[Stored items]
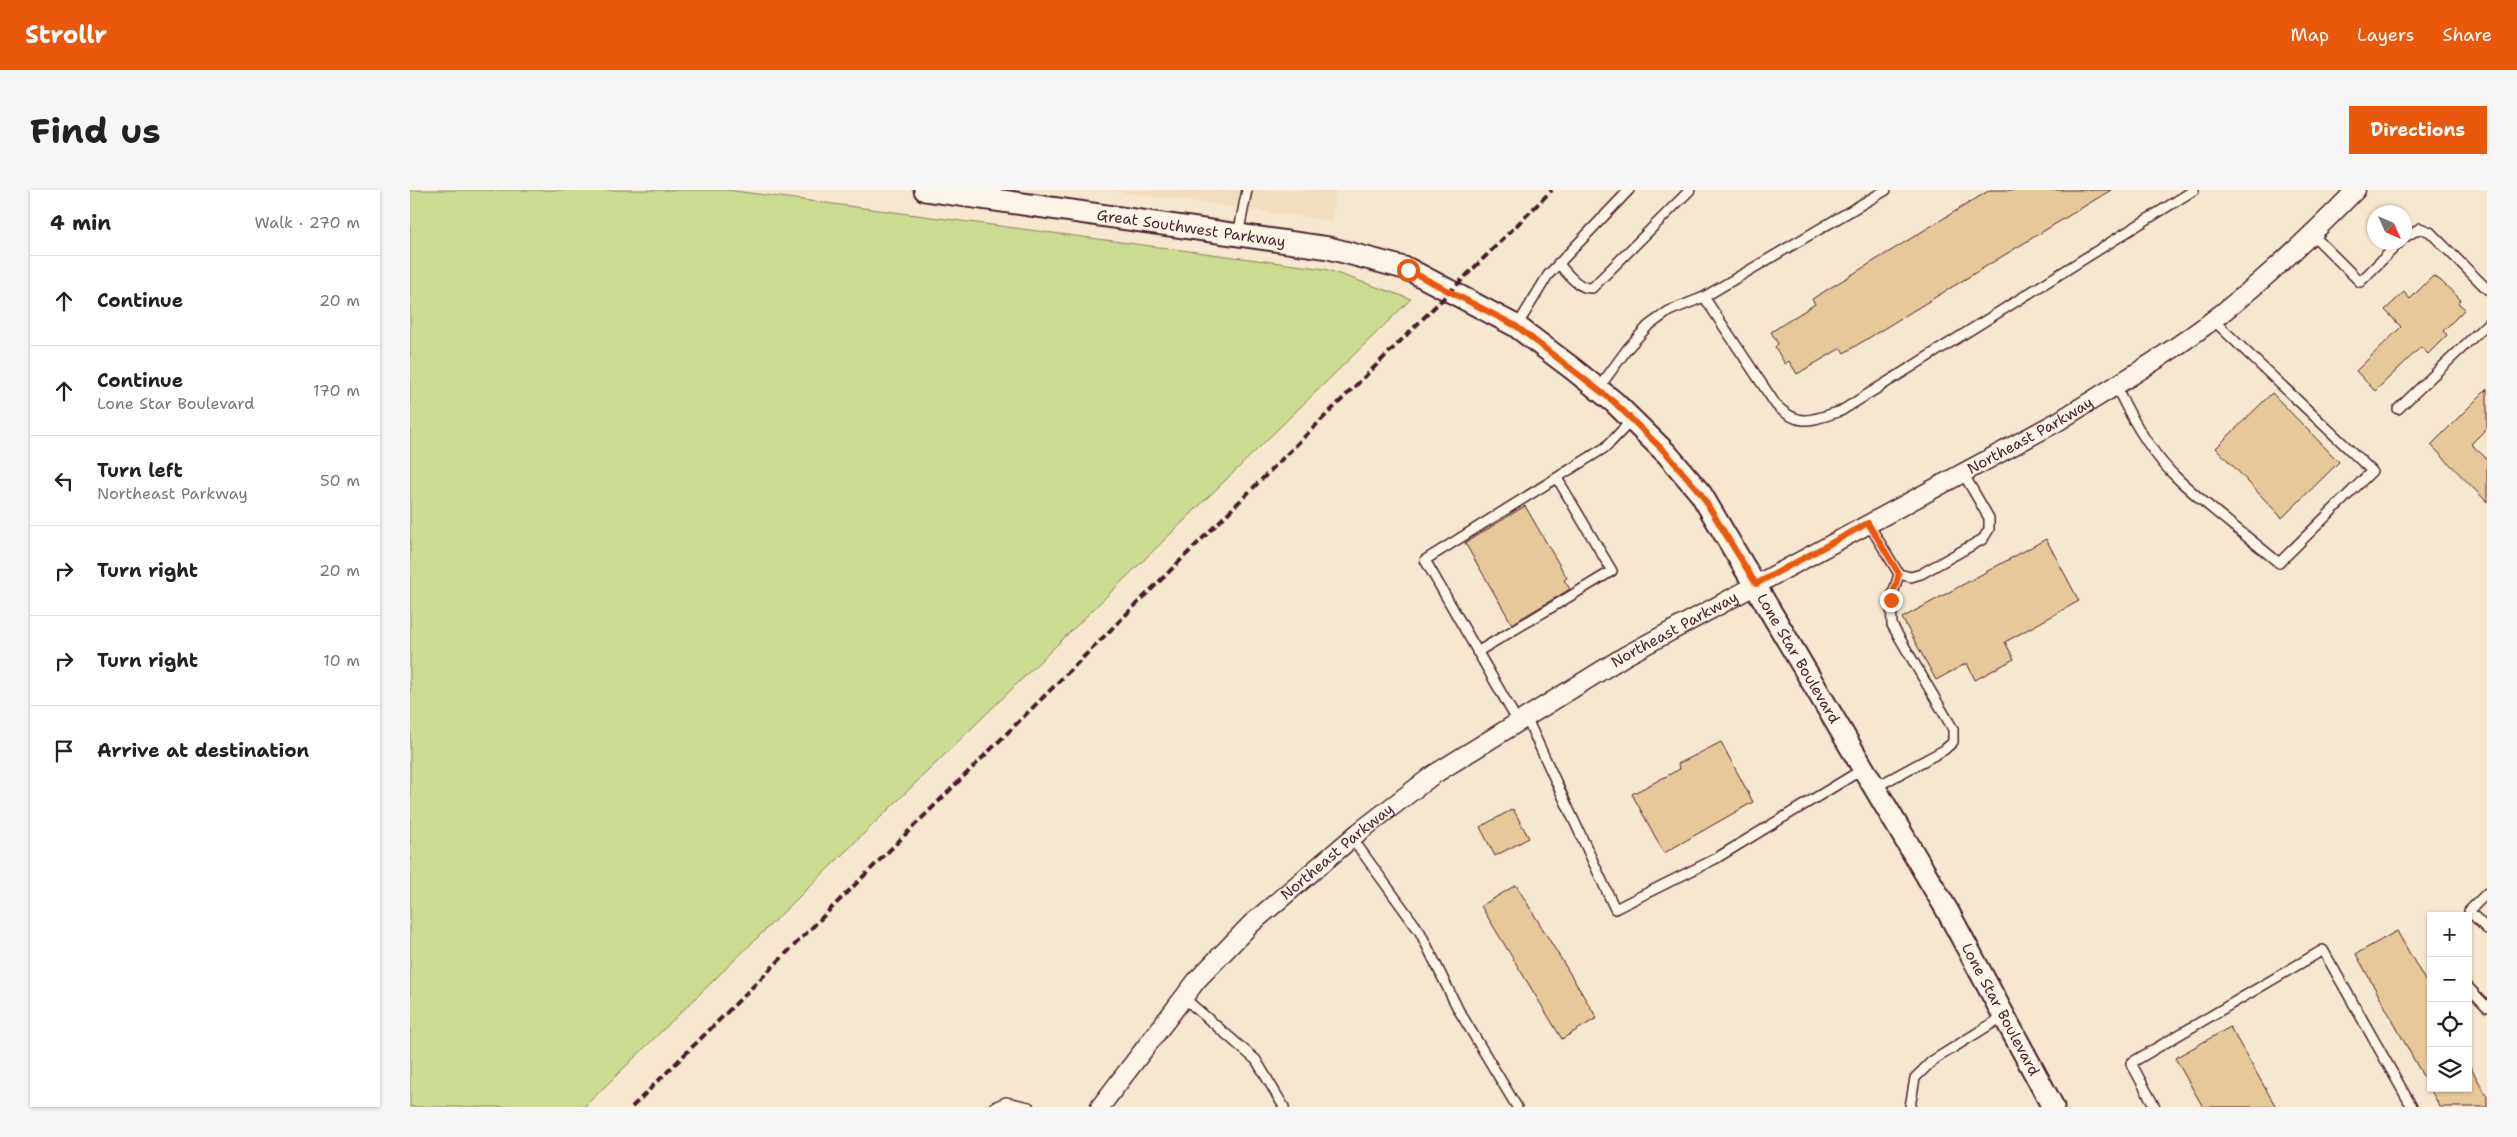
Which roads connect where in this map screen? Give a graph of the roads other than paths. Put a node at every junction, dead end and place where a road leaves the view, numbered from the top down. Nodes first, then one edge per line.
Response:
1 (925, 190) edge
2 (1247, 190) edge
3 (1629, 190) edge
4 (1690, 190) edge
5 (1886, 190) edge
6 (2194, 190) edge
7 (2356, 190) edge
8 (2412, 233) edge
9 (2312, 234) junction
10 (1238, 235) junction
11 (2392, 250) edge
12 (1558, 263) junction
13 (2487, 289) edge
14 (1450, 292) joint
15 (1704, 297) junction
16 (2213, 320) junction
17 (2487, 324) edge
18 (1516, 326) junction
19 (2116, 386) junction
20 (1598, 389) junction
21 (2398, 409) dead end
22 (1632, 420) junction
23 (1963, 472) junction
24 (1557, 478) junction
25 (1868, 523) junction
26 (1899, 574) junction
27 (1756, 584) junction
28 (1477, 652) junction
29 (1522, 720) junction
30 (1863, 769) junction
31 (1874, 788) junction
32 (1352, 838) junction
33 (2487, 892) edge
34 (2468, 912) edge
35 (2472, 917) edge
36 (2487, 929) edge
37 (2472, 991) edge
38 (1184, 998) junction
39 (2487, 1007) edge
40 (2004, 1016) junction
41 (994, 1107) edge
42 (1029, 1107) edge
43 (1100, 1107) edge
44 (1284, 1107) edge
45 (1517, 1107) edge
46 (1910, 1107) edge
47 (2053, 1107) edge
48 (2155, 1107) edge
49 (2412, 1107) edge

1 - 10 street, Great Southwest Parkway
2 - 10 lane
3 - 12 lane
4 - 12 lane
5 - 15 lane
6 - 15 lane
7 - 9 street, Northeast Parkway
8 - 13 lane
9 - 11 lane
9 - 16 street, Northeast Parkway
10 - 14 street, Great Southwest Parkway
12 - 18 lane
14 - 18 street, Lone Star Boulevard
15 - 20 lane
16 - 19 street, Northeast Parkway
16 - 19 lane
17 - 21 lane
18 - 20 street, Lone Star Boulevard
19 - 23 street, Northeast Parkway
20 - 22 street, Lone Star Boulevard
22 - 24 lane
22 - 27 street, Lone Star Boulevard
23 - 25 street, Northeast Parkway
23 - 26 lane
24 - 28 lane
24 - 28 lane
25 - 26 lane
25 - 27 street, Northeast Parkway
26 - 31 lane
27 - 29 street, Northeast Parkway
27 - 30 street, Lone Star Boulevard
28 - 29 lane
29 - 30 lane
29 - 32 street, Northeast Parkway
30 - 31 street, Lone Star Boulevard
31 - 40 street, Lone Star Boulevard
32 - 38 street, Northeast Parkway
32 - 45 lane
33 - 34 lane
35 - 36 lane
37 - 39 lane
38 - 43 street, Northeast Parkway
38 - 44 lane
40 - 46 lane
40 - 47 street, Lone Star Boulevard
41 - 42 lane
48 - 49 lane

→ Task objective: The records above are to be reproduced exactly; the pictures are to be left out.

→ Answer to this task:
Which roads connect where in this map screen? Give a graph of the roads other than paths. Put a node at every junction, dead end and place where a road leaves the view, numbered from the top down. Nodes first, then one edge per line.
Response:
1 (925, 190) edge
2 (1247, 190) edge
3 (1629, 190) edge
4 (1690, 190) edge
5 (1886, 190) edge
6 (2194, 190) edge
7 (2356, 190) edge
8 (2412, 233) edge
9 (2312, 234) junction
10 (1238, 235) junction
11 (2392, 250) edge
12 (1558, 263) junction
13 (2487, 289) edge
14 (1450, 292) joint
15 (1704, 297) junction
16 (2213, 320) junction
17 (2487, 324) edge
18 (1516, 326) junction
19 (2116, 386) junction
20 (1598, 389) junction
21 (2398, 409) dead end
22 (1632, 420) junction
23 (1963, 472) junction
24 (1557, 478) junction
25 (1868, 523) junction
26 (1899, 574) junction
27 (1756, 584) junction
28 (1477, 652) junction
29 (1522, 720) junction
30 (1863, 769) junction
31 (1874, 788) junction
32 (1352, 838) junction
33 (2487, 892) edge
34 (2468, 912) edge
35 (2472, 917) edge
36 (2487, 929) edge
37 (2472, 991) edge
38 (1184, 998) junction
39 (2487, 1007) edge
40 (2004, 1016) junction
41 (994, 1107) edge
42 (1029, 1107) edge
43 (1100, 1107) edge
44 (1284, 1107) edge
45 (1517, 1107) edge
46 (1910, 1107) edge
47 (2053, 1107) edge
48 (2155, 1107) edge
49 (2412, 1107) edge

1 - 10 street, Great Southwest Parkway
2 - 10 lane
3 - 12 lane
4 - 12 lane
5 - 15 lane
6 - 15 lane
7 - 9 street, Northeast Parkway
8 - 13 lane
9 - 11 lane
9 - 16 street, Northeast Parkway
10 - 14 street, Great Southwest Parkway
12 - 18 lane
14 - 18 street, Lone Star Boulevard
15 - 20 lane
16 - 19 street, Northeast Parkway
16 - 19 lane
17 - 21 lane
18 - 20 street, Lone Star Boulevard
19 - 23 street, Northeast Parkway
20 - 22 street, Lone Star Boulevard
22 - 24 lane
22 - 27 street, Lone Star Boulevard
23 - 25 street, Northeast Parkway
23 - 26 lane
24 - 28 lane
24 - 28 lane
25 - 26 lane
25 - 27 street, Northeast Parkway
26 - 31 lane
27 - 29 street, Northeast Parkway
27 - 30 street, Lone Star Boulevard
28 - 29 lane
29 - 30 lane
29 - 32 street, Northeast Parkway
30 - 31 street, Lone Star Boulevard
31 - 40 street, Lone Star Boulevard
32 - 38 street, Northeast Parkway
32 - 45 lane
33 - 34 lane
35 - 36 lane
37 - 39 lane
38 - 43 street, Northeast Parkway
38 - 44 lane
40 - 46 lane
40 - 47 street, Lone Star Boulevard
41 - 42 lane
48 - 49 lane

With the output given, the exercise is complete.